Unlike Christ’s service to the church, a husband’s serving his wife is not “grace” or “mercy.” It is not “condescension.” It is not the stooping of a superior to serve an inferior. After all, grace, mercy, and condescension are given to those who have no claim upon them. Otherwise, they wouldn’t be grace, mercy, or condescension.
Now, husbands certainly need to show their wives mercy and grace, but that necessity comes from them both being human beings who struggle with sin, not because the husband is in an exalted state above his wife.
Rightly understanding that husbands are not equal to Christ but they are equal to their wives keeps us from a host of possible abuses. Christ rightly manages our lives because he is our Creator, covenant Lord, and Savior. He regulates sex because he created sex. He orders our finances because the cattle on a thousand hills are his. He commands us to be unified with his people because he is the head of the church.
Rightly understanding that husbands are not equal to Christ but they are equal to their wives keeps us from a host of possible abuses.
A husband is none of those things. And so, while a wife submits to her husband in everything, a significant burden is placed on the husband to make sure he does not claim his leadership is evidence of moral, intellectual, or spiritual superiority. We are wise to note that Paul’s emphasis in this passage is on Christ’s sacrifice, not his lordship. Yes, husbands lead their wives. But that leadership is the leading of a wife who is equal, not someone to whom he condescends.
Serve as an Equal
Recognizing that in Ephesians 5 Paul is not grouping together Christ and husbands as superiors and the church and wives as inferiors pulls us back from the treacherous and deceptive ledge of heavy-handed complementarianism. Consider the following truths:
Christ’s desires are inherently superior to human desires.
A husband’s desires aren’t inherently superior to his wife’s desires.
Christ’s wisdom is inherently higher than human wisdom.
A husband’s wisdom isn’t inherently higher than his wife’s wisdom.
Christ’s importance is inherently higher than human importance.
A husband’s importance isn’t inherently higher than his wife’s importance.
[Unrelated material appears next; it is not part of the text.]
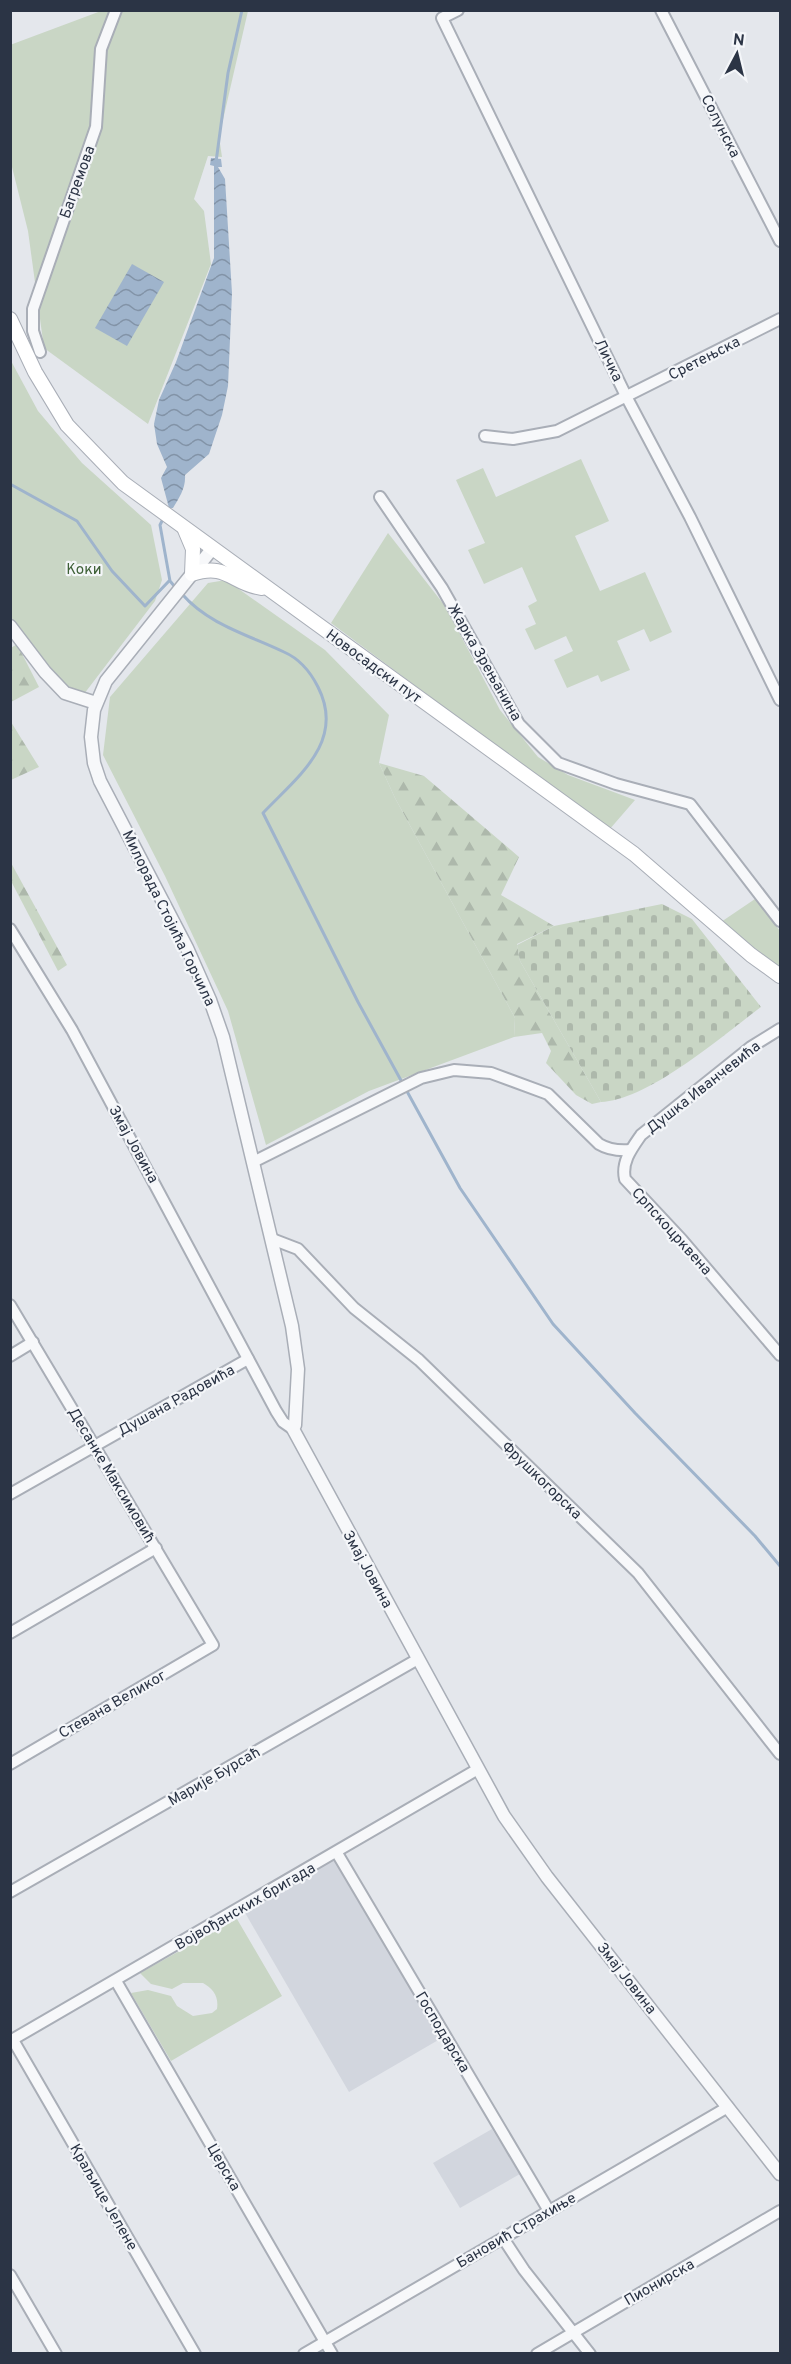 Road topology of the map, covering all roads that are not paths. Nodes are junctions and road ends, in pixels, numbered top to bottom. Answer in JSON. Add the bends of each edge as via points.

Christ’s moral sensibility is inherently clearer than human moral sensibility.
A husband’s moral sensibility isn’t inherently clearer than his wife’s moral sensibility.
Christ’s ability to reason theologically is inherently better than human ability to reason theologically.
A husband’s ability to reason theologically isn’t inherently better than his wife’s ability to reason theologically.
A husband’s role as leader isn’t because he’s better than his wife. If that makes us nervous, perhaps we’ve talked too much about roles and too little about equality.
Affirming these truths does not in any way undermine God’s revealed pattern of leadership and submission in the home as taught in Ephesians 5:21–33. And it does not suggest that men and women are indistinct from one another except biologically, as though God has simply dubbed a husband “leader” and a wife “follower” by the flip of a coin. God’s revealed roles are good, and he uniquely designs us to flourish in those roles.
A husband’s role as leader isn’t because he’s better than his wife. If that makes us nervous, perhaps we’ve talked too much about roles and too little about equality, or we’ve absorbed the cultural idea that leaders are inherently superior to those they lead. Husbands are God’s gift to wives, just as wives are God’s gift to husbands. But a husband is not a ruler who reforms a naturally unstable female. Instead, the joy of being a husband is the joy of being a God-ordained servant leader to his wife, who is his equal.